Please don’t hard-code assumptions

Posted Jan 29, 2019 3:51 UTC (Tue) by akkornel (subscriber, #75292)
Parent article: Systemd as tragedy

I agree agree that a lot of the stuff systemd is good, but at the same time, systemd makes assumptions that I don’t think it should.

Case in point: I deal with several clusters that use Stanford Central LDAP for account info, and our UID numbers have gotten pretty high. So much so that it overlaps the range systemd uses for dynamic service UIDs.

The biggest annoyance is that the UID range is hard-coded, so I can’t provide an alternate range. Having something upstream take a block of UIDs is not new; Debian’s policy has several such ranges. But in those cases, I can simply grab the package source and rebuild it with a different configured UID. In fact, we do exactly that for one package (specifying a different UID to the install script). But with systemd, the range is buried in the code, and the change is that much more dangerous.

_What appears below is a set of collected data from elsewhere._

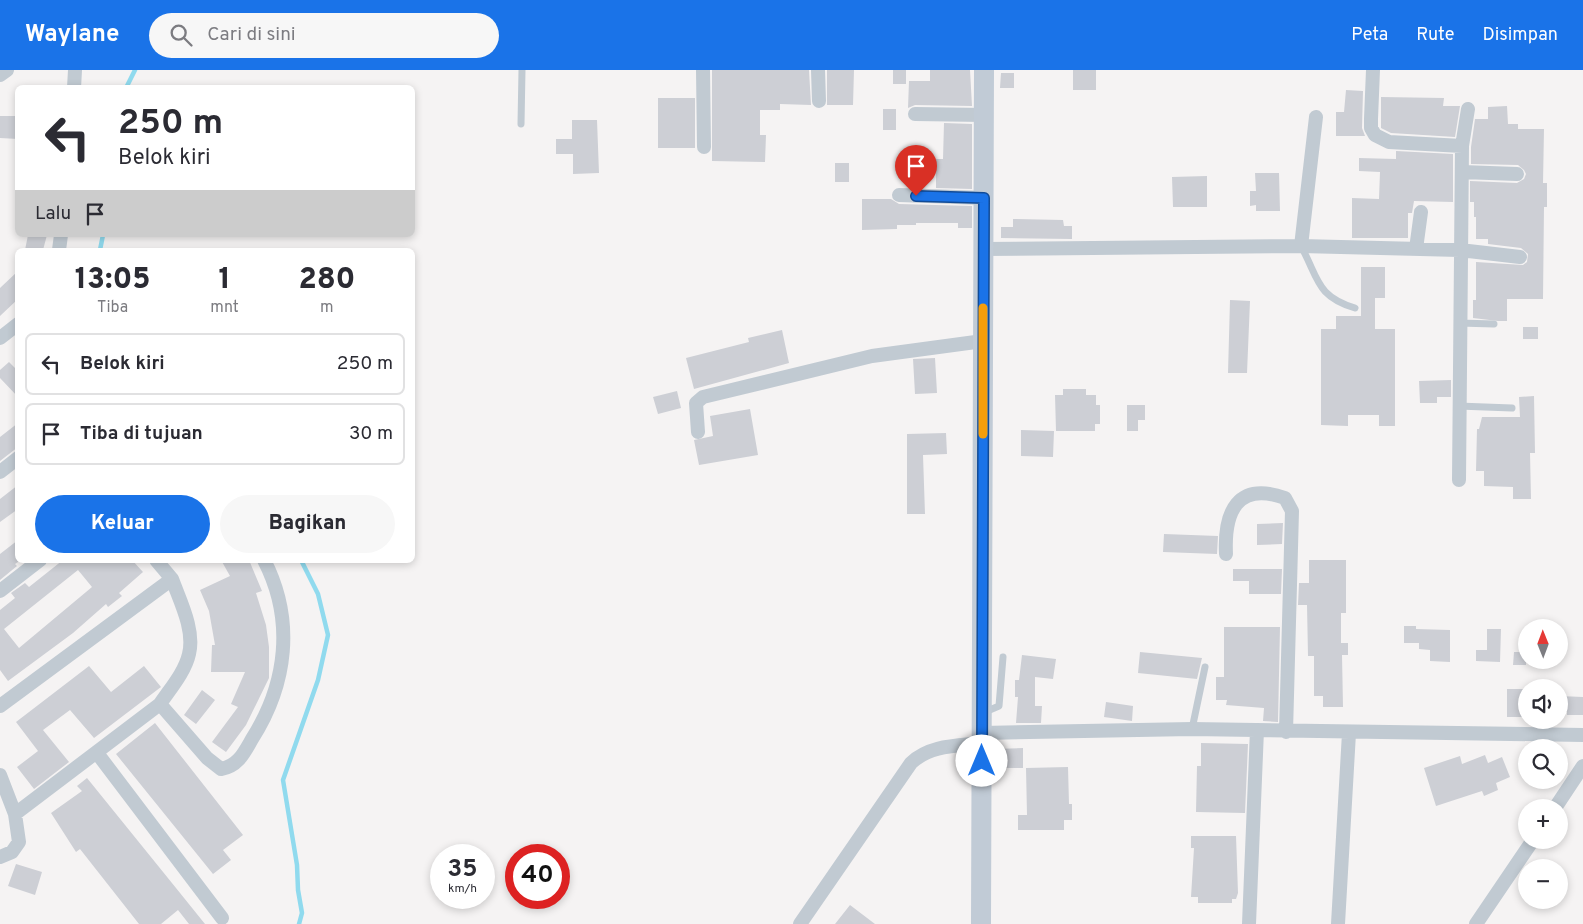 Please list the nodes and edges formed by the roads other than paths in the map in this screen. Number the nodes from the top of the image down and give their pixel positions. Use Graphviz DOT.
graph roads {
  1 [pos="7,70"];
  2 [pos="75,70"];
  3 [pos="522,70"];
  4 [pos="703,70"];
  5 [pos="818,70"];
  6 [pos="984,70"];
  7 [pos="1373,70"];
  8 [pos="0,75"];
  9 [pos="74,85"];
  10 [pos="818,101"];
  11 [pos="1468,109"];
  12 [pos="915,114"];
  13 [pos="984,115"];
  14 [pos="1316,117"];
  15 [pos="521,124"];
  16 [pos="1462,146"];
  17 [pos="704,147"];
  18 [pos="1462,172"];
  19 [pos="1517,174"];
  20 [pos="900,195"];
  21 [pos="984,198"];
  22 [pos="1421,212"];
  23 [pos="1301,246"];
  24 [pos="983,249"];
  25 [pos="1416,249"];
  26 [pos="1460,250"];
  27 [pos="1520,257"];
  28 [pos="1355,308"];
  29 [pos="1459,323"];
  30 [pos="1494,324"];
  31 [pos="15,326"];
  32 [pos="0,338"];
  33 [pos="983,342"];
  34 [pos="1458,406"];
  35 [pos="1512,408"];
  36 [pos="698,432"];
  37 [pos="15,460"];
  38 [pos="0,472"];
  39 [pos="1458,480"];
  40 [pos="1226,554"];
  41 [pos="36,563"];
  42 [pos="159,563"];
  43 [pos="265,563"];
  44 [pos="172,579"];
  45 [pos="0,591"];
  46 [pos="1003,657"];
  47 [pos="1205,667"];
  48 [pos="160,704"];
  49 [pos="0,706"];
  50 [pos="982,712"];
  51 [pos="1192,729"];
  52 [pos="1257,730"];
  53 [pos="1286,732"];
  54 [pos="1350,732"];
  55 [pos="1583,735"];
  56 [pos="982,738"];
  57 [pos="97,753"];
  58 [pos="1583,766"];
  59 [pos="0,774"];
  60 [pos="1561,799"];
  61 [pos="15,814"];
  62 [pos="1527,849"];
  63 [pos="0,857"];
  64 [pos="222,918"];
  65 [pos="800,924"];
  66 [pos="981,924"];
  67 [pos="1249,924"];
  68 [pos="1338,924"];
  69 [pos="1476,924"];
  1 -- 8 [label="street"];
  2 -- 9 [label="street"];
  3 -- 15 [label="lane"];
  4 -- 17 [label="street"];
  5 -- 10 [label="street"];
  6 -- 13 [label="street"];
  7 -- 16 [label="street"];
  11 -- 16 [label="street"];
  12 -- 13 [label="street"];
  13 -- 21 [label="street"];
  14 -- 23 [label="street"];
  16 -- 18 [label="street"];
  18 -- 19 [label="street"];
  18 -- 26 [label="street"];
  20 -- 21 [label="street"];
  21 -- 24 [label="street"];
  22 -- 25 [label="street"];
  23 -- 24 [label="street"];
  23 -- 25 [label="street"];
  23 -- 28 [label="lane"];
  24 -- 33 [label="street"];
  25 -- 26 [label="street"];
  26 -- 27 [label="street"];
  26 -- 29 [label="street"];
  29 -- 30 [label="lane"];
  29 -- 34 [label="street"];
  31 -- 32 [label="street"];
  33 -- 36 [label="street"];
  33 -- 50 [label="street"];
  34 -- 35 [label="lane"];
  34 -- 39 [label="street"];
  37 -- 38 [label="street"];
  40 -- 53 [label="street"];
  41 -- 45 [label="street"];
  42 -- 44 [label="street"];
  43 -- 48 [label="street"];
  44 -- 48 [label="street"];
  44 -- 49 [label="street"];
  46 -- 50 [label="lane"];
  47 -- 51 [label="lane"];
  48 -- 57 [label="street"];
  50 -- 56 [label="street"];
  51 -- 52 [label="street"];
  51 -- 56 [label="street"];
  52 -- 53 [label="street"];
  52 -- 67 [label="street"];
  53 -- 54 [label="street"];
  54 -- 55 [label="street"];
  54 -- 68 [label="street"];
  56 -- 65 [label="street"];
  56 -- 66 [label="street"];
  57 -- 61 [label="street"];
  57 -- 64 [label="street"];
  58 -- 60 [label="street"];
  59 -- 61 [label="street"];
  61 -- 63 [label="street"];
  62 -- 69 [label="street"];
}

More details: https://github.com/systemd/systemd/issues/9843 (but please don’t spam the GitHub issue!)

Please don’t hard-code assumptions

Posted Jan 29, 2019 5:55 UTC (Tue) by mbiebl (subscriber, #41876) [Link] (6 responses)

meson_option.txt has this:

option('system-uid-max', type : 'integer', value : '-1',
option('system-gid-max', type : 'integer', value : '-1',
option('dynamic-uid-min', type : 'integer', value : 0x0000EF00,
option('dynamic-uid-max', type : 'integer', value : 0x0000FFEF,
option('container-uid-base-min', type : 'integer', value : 0x00080000,
option('container-uid-base-max', type : 'integer', value : 0x6FFF0000,

It should be possible to recompile systemd adjusting the values to your needs. Or am I missing something obvious?

Please don’t hard-code assumptions

Posted Jan 29, 2019 6:18 UTC (Tue) by akkornel (subscriber, #75292) [Link] (5 responses)

There are two issues that I have with the "Just recompile" response. One is that Lennart does not suggest doing so, as per https://github.com/systemd/systemd/issues/9843#issuecomme...

The other reason is, systemd is such a critical component, that I don't want to mess with the distro's packaging process.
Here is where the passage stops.